Circular RNAs (circRNAs) are a diverse and abundant sub-family of non-coding RNAs characterised by their covalently closed loop structure. This unique circular conformation is generated through a non-canonical splicing process known as back-splicing, where a downstream splice donor site is joined to an upstream splice acceptor site [27,28,29,30,31]. Primarily discovered many years ago as a viral RNA or byproducts of splicing, circRNAs gained their due consideration with the popularisation of massive high-throughput sequencing and the wide usage of new specialised pipelines. Their importance became apparent because of their increased stability in confrontation with other ncRNAs, their high expression pattern in the central nervous system, and their deregulation in several physiopathological processes such as cancer [32,33,34]. These versatile molecules can regulate gene function in several ways depending on a variety of factors. For example, it has been described that nuclear circRNAs can interact with DNA to create R-loops and regulate genome stability [35,36]. However, most of the circRNAs are exported to the cytoplasm with a specific export machinery [37,38] where they can regulate gene expression through different mechanisms: some circRNAs bind microRNAs [39,40,41], possibly acting as sponges or as modulators of their stability and localisation, while others act as protein scaffolds [42] or as templates for translation [43,44]. However, those mechanisms of action might only be applied to specific cases due to stoichiometric issues in the case of the sponging mechanism or due to the low efficiency of IRES-mediated translation in the case of translatable circRNAs [45,46]. In recent years, a novel mechanism of action has been added to the functional repertoire of circular RNAs (circRNAs): gene expression regulation through circRNA-RNA interactions (Table 1).
This emerging mechanism, which involves direct or indirect binding between circRNAs and other RNA molecules, offers a potentially more efficient and less stoichiometry-dependent mode of regulation compared to traditional sponging circRNA-miRNA or circRNA-protein interactions. As this mechanism continues to be explored, it may become a cornerstone in circRNA research. In this text, we present a comprehensive overview of this rapidly expanding field and its implications for RNA biology.

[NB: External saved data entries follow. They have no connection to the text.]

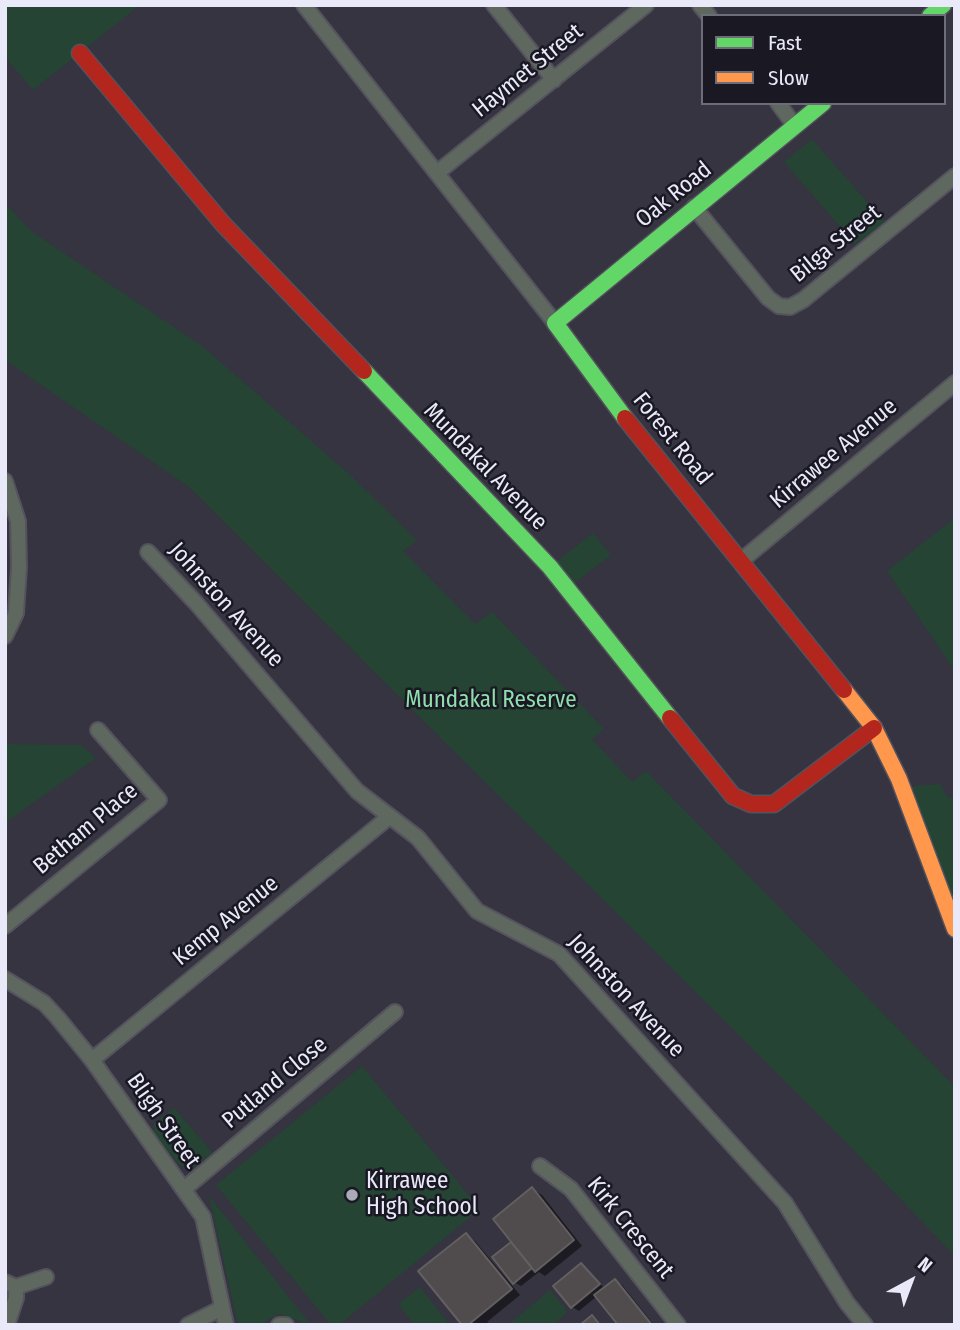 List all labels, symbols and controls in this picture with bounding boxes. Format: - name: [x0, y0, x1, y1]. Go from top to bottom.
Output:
- legend: [701, 14, 946, 105]
- street label: Haymet Street: [467, 18, 589, 124]
- text: Fast: [768, 30, 802, 56]
- text: Slow: [768, 65, 809, 91]
- street label: Oak Road: [631, 156, 717, 234]
- street label: Bilga Street: [785, 199, 887, 289]
- street label: Forest Road: [626, 387, 718, 491]
- street label: Kirrawee Avenue: [765, 393, 903, 515]
- street label: Mundakal Avenue: [417, 398, 553, 536]
- street label: Johnston Avenue: [163, 537, 289, 673]
- park label: Mundakal Reserve: [405, 687, 577, 715]
- street label: Betham Place: [28, 777, 144, 881]
- street label: Kemp Avenue: [168, 870, 284, 972]
- street label: Johnston Avenue: [562, 929, 690, 1063]
- street label: Putland Close: [217, 1031, 333, 1135]
- street label: Bligh Street: [120, 1068, 206, 1174]
- place label: Kirrawee High School: [366, 1168, 478, 1222]
- street label: Kirk Crescent: [581, 1172, 679, 1284]
- marker: Kirrawee High School: [344, 1187, 360, 1203]
- north arrow: [876, 1246, 946, 1316]
- text: N: [913, 1252, 937, 1277]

2. CircZNF609 Stabilises CKAP5 mRNA Helping the Loading of ELAVL1 Protein

The earliest example of a circular RNA directly interacting with an mRNA can be found in the functional significance of the circular RNA circZNF609 in cancer [47]. This study, primarily conducted in a rhabdomyosarcoma tumour model, was built upon previous findings from the same laboratory indicating the importance of this circRNA in rhabdomyosarcoma growth [48]. They employed psoralen crosslinking followed by specific RNA pull-down assays to identify mRNA interactors of circZNF609, successfully demonstrating and validating several in vivo circRNA-mRNA interactions. Interestingly, upon circZNF609 knockdown, some of those target mRNAs exhibited reduced expression. The authors then dissected the molecular mechanism in one of these RNA-RNA pairs: circZNF609-CKAP5 mRNA. They showed that this interaction enhances the ability of the RNA-binding protein ELAVL1 to bind CKAP5 mRNA, thereby stabilising the transcript and increasing its translation [49,50]. They also provided a detailed characterisation of the RNA pairing, describing an approximately 80-nucleotide-long partially complementary region between the back-splicing junction of the circRNA and the 3′ UTR of the CKAP5 mRNA. Notably, the researchers designed LNA-modified antisense oligonucleotides to disrupt this interaction and observed that this produced similar effects to circZNF609 knockdown. Finally, the study demonstrated the physiological and pathological relevance of this novel regulatory mechanism. CKAP5, a microtubule polymerase, is essential for maintaining microtubule dynamics. The authors showed that disrupting the circZNF609-CKAP5 mRNA interaction altered microtubule dynamics, impaired mitotic progression, reduced cell proliferation, and affected the cells’ sensitivity to chemotherapeutic agents targeting microtubules such as Vincristine. Importantly, they also demonstrated that this mechanism is conserved in other cancer cell types, including neuroblastoma and leukaemia cell lines, suggesting that circRNA-mRNA interactions may represent a general regulatory mechanism with potential relevance across multiple cancer contexts [47,51].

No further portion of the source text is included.